Saul Perlmutter, physicien, University of California, Berkeley, États-Unis
Saul Perlmutter est un scientifique américain spécialisé dans la cosmologie et co-lauréat du prix Nobel de physique 2011 pour la découverte de l'accélération de l'expansion de l'Univers. Il est professeur de physique à l'université de Californie à Berkeley, où il est titulaire de la chaire Franklin W. et Karen Weber Dabby, et chercheur au sein du Lawrence Berkeley National Laboratory (LBNL). Monsieur Perlmutter dirige le projet international « Supernova Cosmology Project ». Il est directeur du « Berkeley Institute for Data Science » et directeur exécutif du « Berkeley Center for Cosmological Physics ». Il a obtenu son diplôme de premier cycle à Harvard et son doctorat à l'université de Berkeley. Récipiendaire de nombreux prix et distinctions, il est membre de l'Académie nationale des sciences et de l'Académie américaine des arts et des sciences, ainsi que de la Société américaine de physique et de l'Association américaine pour l'avancement des sciences.
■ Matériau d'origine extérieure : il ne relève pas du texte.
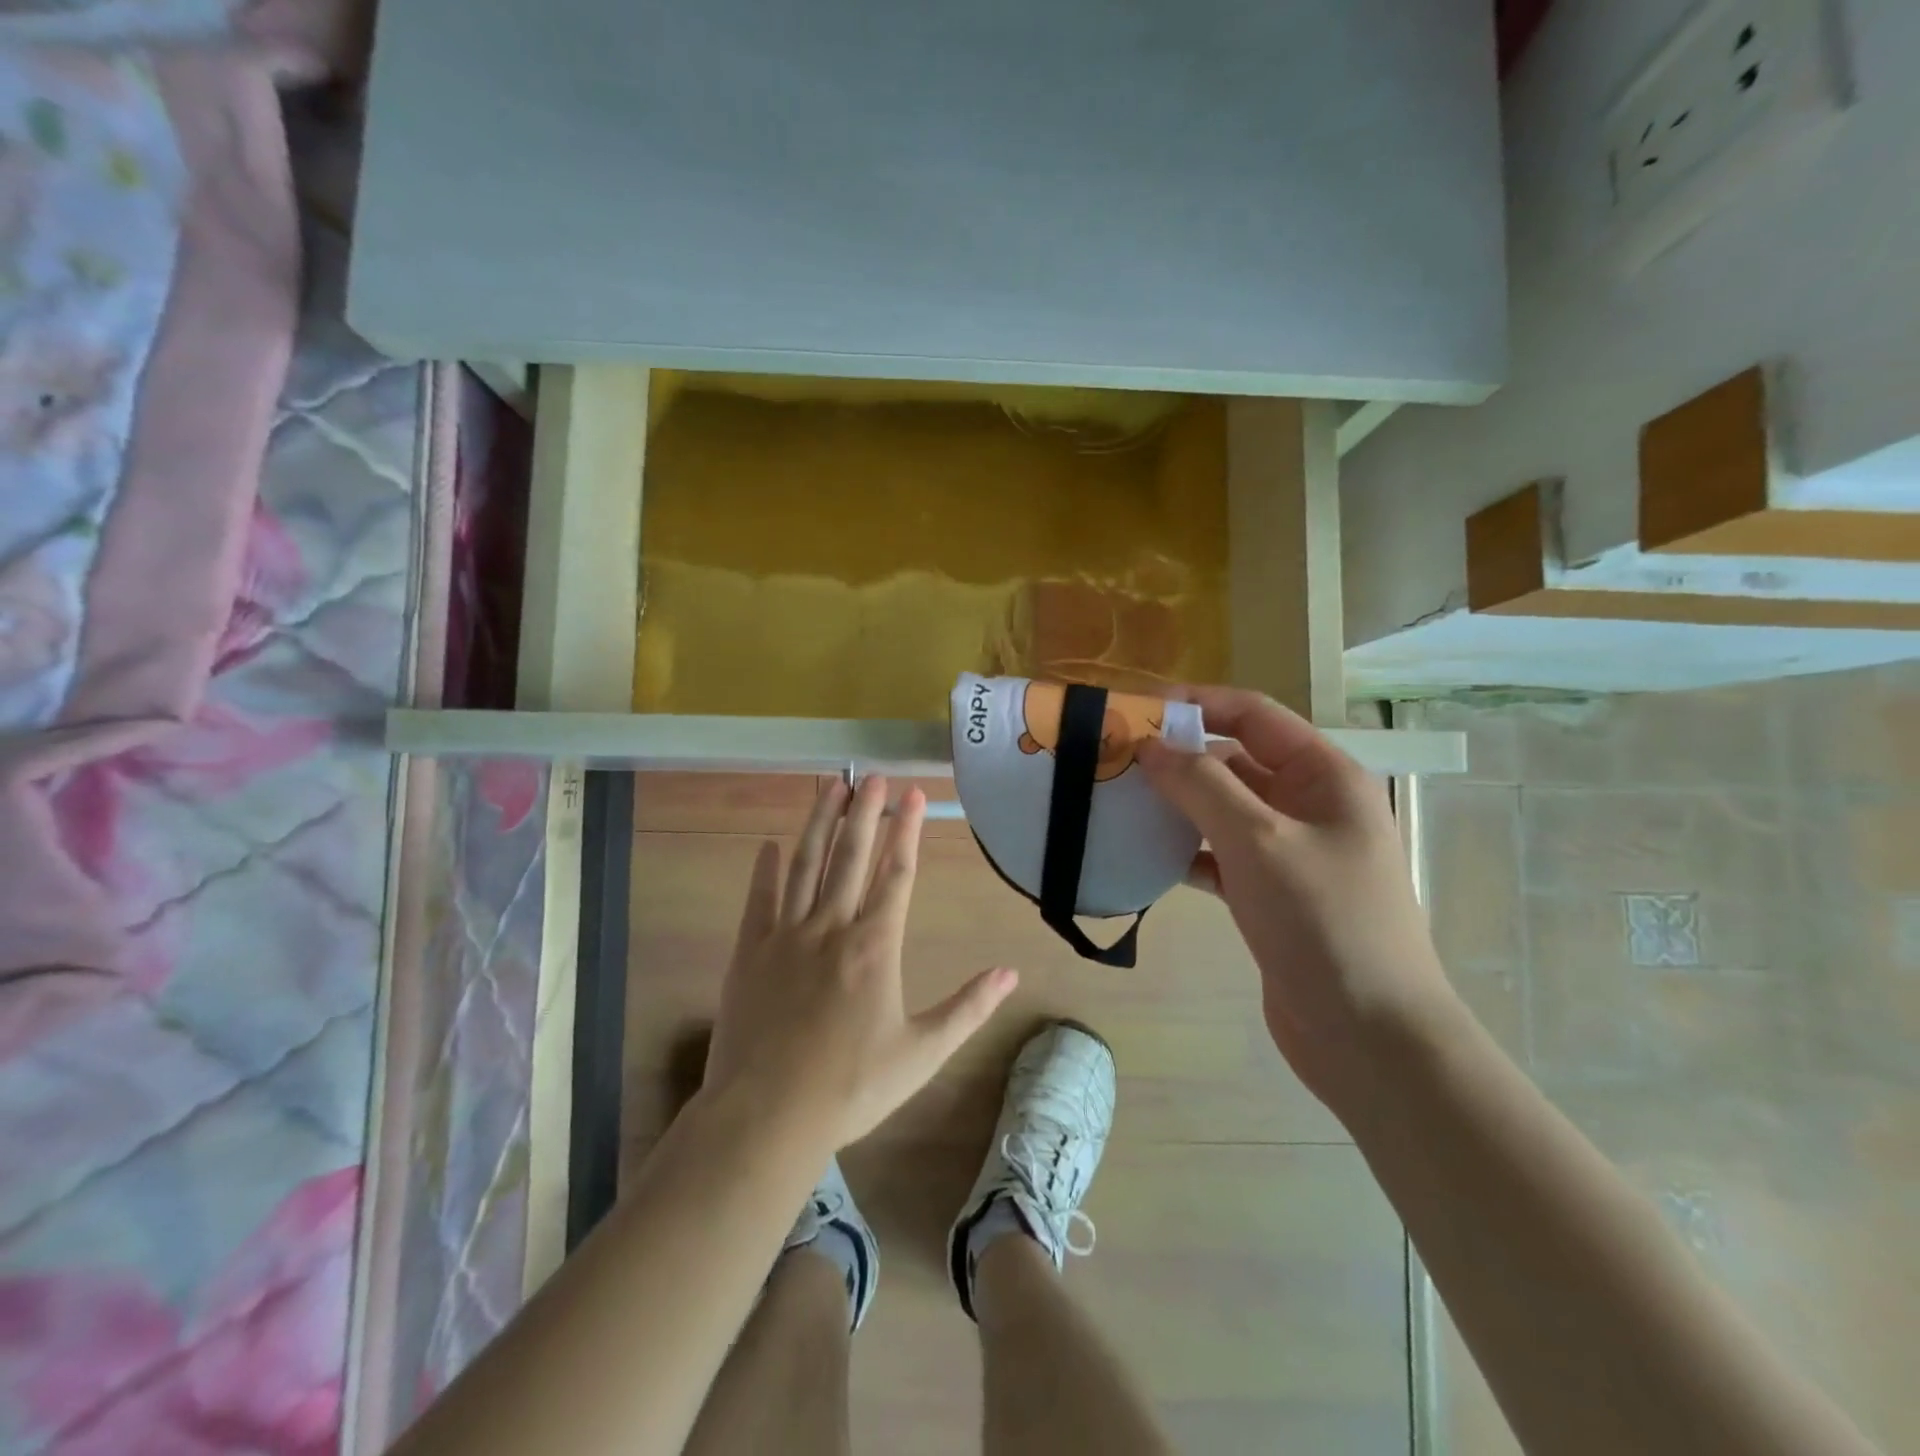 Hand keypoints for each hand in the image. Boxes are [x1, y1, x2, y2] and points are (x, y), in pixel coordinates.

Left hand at [703, 776, 1018, 1152]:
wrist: (768, 1116)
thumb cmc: (852, 1087)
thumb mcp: (922, 1053)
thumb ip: (968, 1008)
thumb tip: (1010, 973)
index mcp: (875, 946)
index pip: (896, 873)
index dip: (906, 830)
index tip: (913, 794)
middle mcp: (831, 928)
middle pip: (850, 857)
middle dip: (864, 813)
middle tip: (871, 775)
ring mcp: (787, 936)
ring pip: (805, 865)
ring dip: (819, 824)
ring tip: (830, 788)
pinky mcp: (751, 952)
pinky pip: (760, 899)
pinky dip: (765, 869)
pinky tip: (770, 844)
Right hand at [1137, 688, 1458, 1105]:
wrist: (1369, 1037)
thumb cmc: (1323, 922)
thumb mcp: (1259, 841)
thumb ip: (1202, 785)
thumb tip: (1149, 745)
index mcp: (1323, 775)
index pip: (1252, 715)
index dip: (1196, 704)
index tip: (1135, 711)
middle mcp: (1309, 805)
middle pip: (1234, 761)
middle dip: (1177, 757)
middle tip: (1113, 762)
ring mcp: (1289, 852)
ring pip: (1222, 810)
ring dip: (1176, 806)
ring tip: (1118, 804)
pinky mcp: (1269, 895)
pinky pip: (1219, 856)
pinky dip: (1185, 853)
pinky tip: (1146, 859) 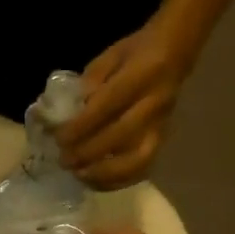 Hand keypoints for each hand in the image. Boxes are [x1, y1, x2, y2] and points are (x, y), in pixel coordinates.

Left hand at [54, 19, 195, 189]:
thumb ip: (90, 82)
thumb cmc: (136, 53)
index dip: (81, 126)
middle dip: (88, 152)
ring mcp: (160, 126)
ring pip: (136, 160)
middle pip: (120, 136)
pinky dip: (118, 180)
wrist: (175, 52)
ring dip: (104, 173)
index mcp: (142, 75)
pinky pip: (142, 169)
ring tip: (79, 175)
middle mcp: (154, 104)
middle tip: (64, 160)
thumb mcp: (110, 55)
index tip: (59, 139)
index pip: (107, 106)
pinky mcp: (161, 141)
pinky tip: (96, 181)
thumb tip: (70, 112) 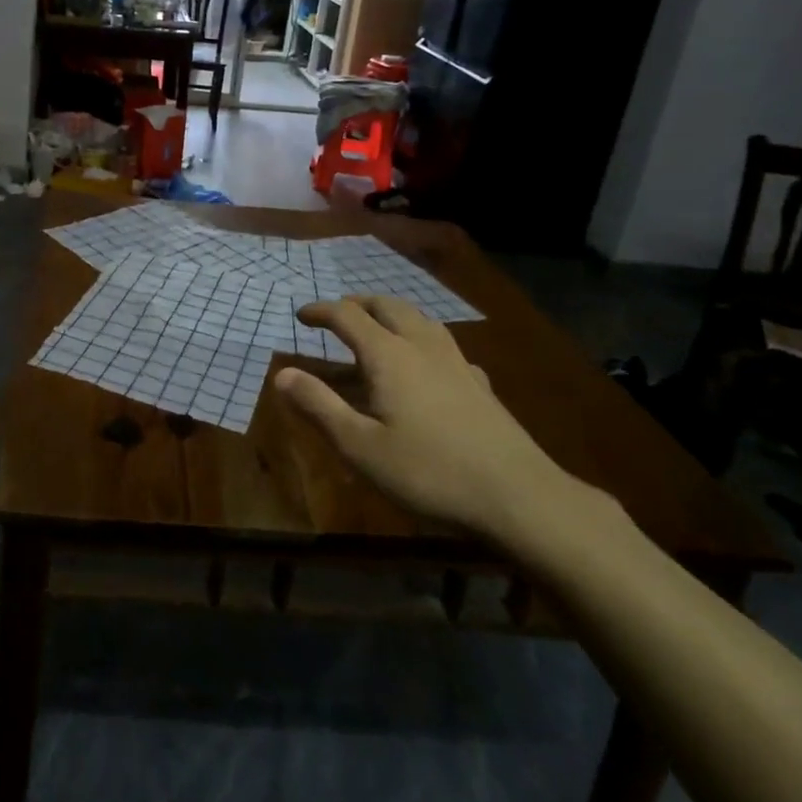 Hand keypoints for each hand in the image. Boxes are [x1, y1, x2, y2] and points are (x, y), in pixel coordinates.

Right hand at [274, 296, 578, 543]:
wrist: (519, 497)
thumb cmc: (429, 472)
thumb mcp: (360, 446)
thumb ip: (318, 406)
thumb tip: (281, 374)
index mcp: (388, 355)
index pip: (347, 316)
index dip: (321, 311)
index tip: (301, 315)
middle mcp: (422, 347)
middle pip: (387, 307)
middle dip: (358, 304)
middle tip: (339, 314)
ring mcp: (457, 363)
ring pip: (420, 320)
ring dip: (392, 315)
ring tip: (378, 329)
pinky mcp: (480, 385)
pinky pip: (445, 347)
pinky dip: (423, 342)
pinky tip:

M. Perlmutter a également écrit des articles de vulgarisation et est apparu dans de nombreux documentaires de PBS, Discovery Channel et de la BBC. Il enseigne la pensée critique aux scientifiques et non-scientifiques à travers deux cours donnés à Berkeley : « sens, sensibilité et science » et « physique et musique ».
Laurajane Smith, chercheuse en études du patrimoine et des musées, Australian National University, Australie
Laurajane Smith est directrice du Centre of Heritage and Museum Studies à la Research School of Humanities and the Arts de l'Université nationale australienne. Elle est membre de l’Académie des sciences sociales d'Australie et membre affiliée du Cambridge Heritage Research Centre. En 2010-2012, elle a travaillé à la création de l'Association of Critical Heritage Studies. Elle est rédactrice en chef de l'International Journal of Heritage Studies et co-rédactrice en chef, avec le Dr Gönül Bozoğlu, de la série de livres Key Issues in Cultural Heritage éditée chez Routledge. Parmi ses ouvrages, figurent Uses of Heritage (2006) et Emotional Heritage (2021). Elle a également édité de nombreuses collections, notamment Intangible Heritage (2009) et Safeguarding Intangible Heritage (2019), toutes deux avec Natsuko Akagawa, ainsi qu’Emotion, Affective Practices, and the Past in the Present (2018, avec Margret Wetherell et Gary Campbell) et Heritage, Labour and the Working Class (2011, avec Paul A. Shackel et Gary Campbell). Laurajane Smith a reçu de nombreuses récompenses, parmi lesquelles un doctorat honoris causa décerné en 2018 par l'université d'Anvers (Belgique) pour ses mérites scientifiques.